> Dataset content:
================
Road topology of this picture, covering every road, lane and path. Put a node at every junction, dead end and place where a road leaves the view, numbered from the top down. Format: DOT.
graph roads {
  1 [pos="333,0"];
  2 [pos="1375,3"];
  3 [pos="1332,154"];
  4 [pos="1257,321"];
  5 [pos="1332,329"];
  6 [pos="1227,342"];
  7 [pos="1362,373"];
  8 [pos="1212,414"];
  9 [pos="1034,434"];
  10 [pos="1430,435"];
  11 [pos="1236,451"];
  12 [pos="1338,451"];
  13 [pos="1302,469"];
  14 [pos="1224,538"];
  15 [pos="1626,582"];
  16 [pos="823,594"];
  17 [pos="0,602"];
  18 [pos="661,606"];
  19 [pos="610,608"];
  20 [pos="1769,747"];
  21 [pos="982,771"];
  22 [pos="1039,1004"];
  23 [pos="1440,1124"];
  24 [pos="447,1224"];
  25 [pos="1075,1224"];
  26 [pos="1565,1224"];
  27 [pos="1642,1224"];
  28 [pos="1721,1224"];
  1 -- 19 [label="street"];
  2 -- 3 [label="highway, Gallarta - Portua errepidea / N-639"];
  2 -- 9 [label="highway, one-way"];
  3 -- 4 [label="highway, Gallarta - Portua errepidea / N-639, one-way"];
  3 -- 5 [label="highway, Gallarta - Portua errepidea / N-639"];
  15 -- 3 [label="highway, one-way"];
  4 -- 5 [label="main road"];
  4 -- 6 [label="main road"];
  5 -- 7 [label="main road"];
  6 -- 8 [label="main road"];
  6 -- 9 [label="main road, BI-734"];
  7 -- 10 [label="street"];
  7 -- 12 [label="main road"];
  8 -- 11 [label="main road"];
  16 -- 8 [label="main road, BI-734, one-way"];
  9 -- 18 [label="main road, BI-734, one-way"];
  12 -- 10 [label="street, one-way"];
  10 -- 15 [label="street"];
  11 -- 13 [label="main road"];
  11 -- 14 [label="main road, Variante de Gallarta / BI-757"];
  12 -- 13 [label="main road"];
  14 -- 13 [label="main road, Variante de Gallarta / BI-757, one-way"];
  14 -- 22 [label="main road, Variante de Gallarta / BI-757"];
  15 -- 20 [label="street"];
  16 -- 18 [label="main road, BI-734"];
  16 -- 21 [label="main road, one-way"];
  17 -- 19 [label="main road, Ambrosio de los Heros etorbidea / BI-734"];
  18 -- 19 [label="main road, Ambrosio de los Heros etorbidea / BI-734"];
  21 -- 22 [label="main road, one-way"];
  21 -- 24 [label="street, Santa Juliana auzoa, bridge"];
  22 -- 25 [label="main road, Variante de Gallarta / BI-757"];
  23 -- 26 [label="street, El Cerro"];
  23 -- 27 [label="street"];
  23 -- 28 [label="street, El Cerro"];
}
================
> Task item: Each record above should be output again exactly.

> Solution to the exercise:
Road topology of this picture, covering every road, lane and path. Put a node at every junction, dead end and place where a road leaves the view, numbered from the top down. Format: DOT.
graph roads {
  1 [pos="333,0"];
  2 [pos="1375,3"];
  3 [pos="1332,154"];
  4 [pos="1257,321"];
  5 [pos="1332,329"];
  6 [pos="1227,342"];
  7 [pos="1362,373"];
  8 [pos="1212,414"];
  9 [pos="1034,434"];
  10 [pos="1430,435"];
  11 [pos="1236,451"];
  12 [pos="1338,451"];
  13 [pos="1302,469"];
  14 [pos="1224,538"];
  15 [pos="1626,582"];
  16 [pos="823,594"];
  17 [pos="0,602"];
  18 [pos="661,606"];
  19 [pos="610,608"];
  20 [pos="1769,747"];
  21 [pos="982,771"];
  22 [pos="1039,1004"];
  23 [pos="1440,1124"];
  24 [pos="447,1224"];
  25 [pos="1075,1224"];
  26 [pos="1565,1224"];
  27 [pos="1642,1224"];
  28 [pos="1721,1224"];
  1 -- 19 [label="street"];
  2 -- 3 [label="highway, Gallarta - Portua errepidea / N-639"];
  2 -- 9 [label="highway, one-way"];
  3 -- 4 [label="highway, Gallarta - Portua errepidea / N-639, one-way"];
  3 -- 5 [label="highway, Gallarta - Portua errepidea / N-639"];
  15 -- 3 [label="highway, one-way"];
  4 -- 5 [label="main road"];
  4 -- 6 [label="main road"];
  5 -- 7 [label="main road"];
  6 -- 8 [label="main road"];
  6 -- 9 [label="main road, BI-734"];
  7 -- 10 [label="street"];
  7 -- 12 [label="main road"];
  8 -- 11 [label="main road"];
  16 -- 8 [label="main road, BI-734, one-way"];
  9 -- 18 [label="main road, BI-734, one-way"];
  12 -- 10 [label="street, one-way"];
  10 -- 15 [label="street"];
  11 -- 13 [label="main road"];
  11 -- 14 [label="main road, Variante de Gallarta / BI-757"];
  12 -- 13 [label="main road"];
  14 -- 13 [label="main road, Variante de Gallarta / BI-757, one-way"];
  14 -- 22 [label="main road, Variante de Gallarta / BI-757"];
  15 -- 20 [label="street"];
  16 -- 18 [label="main road, BI-734"];
  16 -- 21 [label="main road, one-way"];
  17 -- 19 [label="main road, Ambrosio de los Heros etorbidea / BI-734"];
  18 -- 19 [label="main road, Ambrosio de los Heros etorbidea / BI-734"];
  21 -- 22 [label="main road, one-way"];
  21 -- 24 [label="street, Santa Juliana auzoa, bridge"];
  22 -- 25 [label="main road, Variante de Gallarta / BI-757"];
  23 -- 26 [label="street, El Cerro"];
  23 -- 27 [label="street"];
  23 -- 28 [label="street, El Cerro"];
}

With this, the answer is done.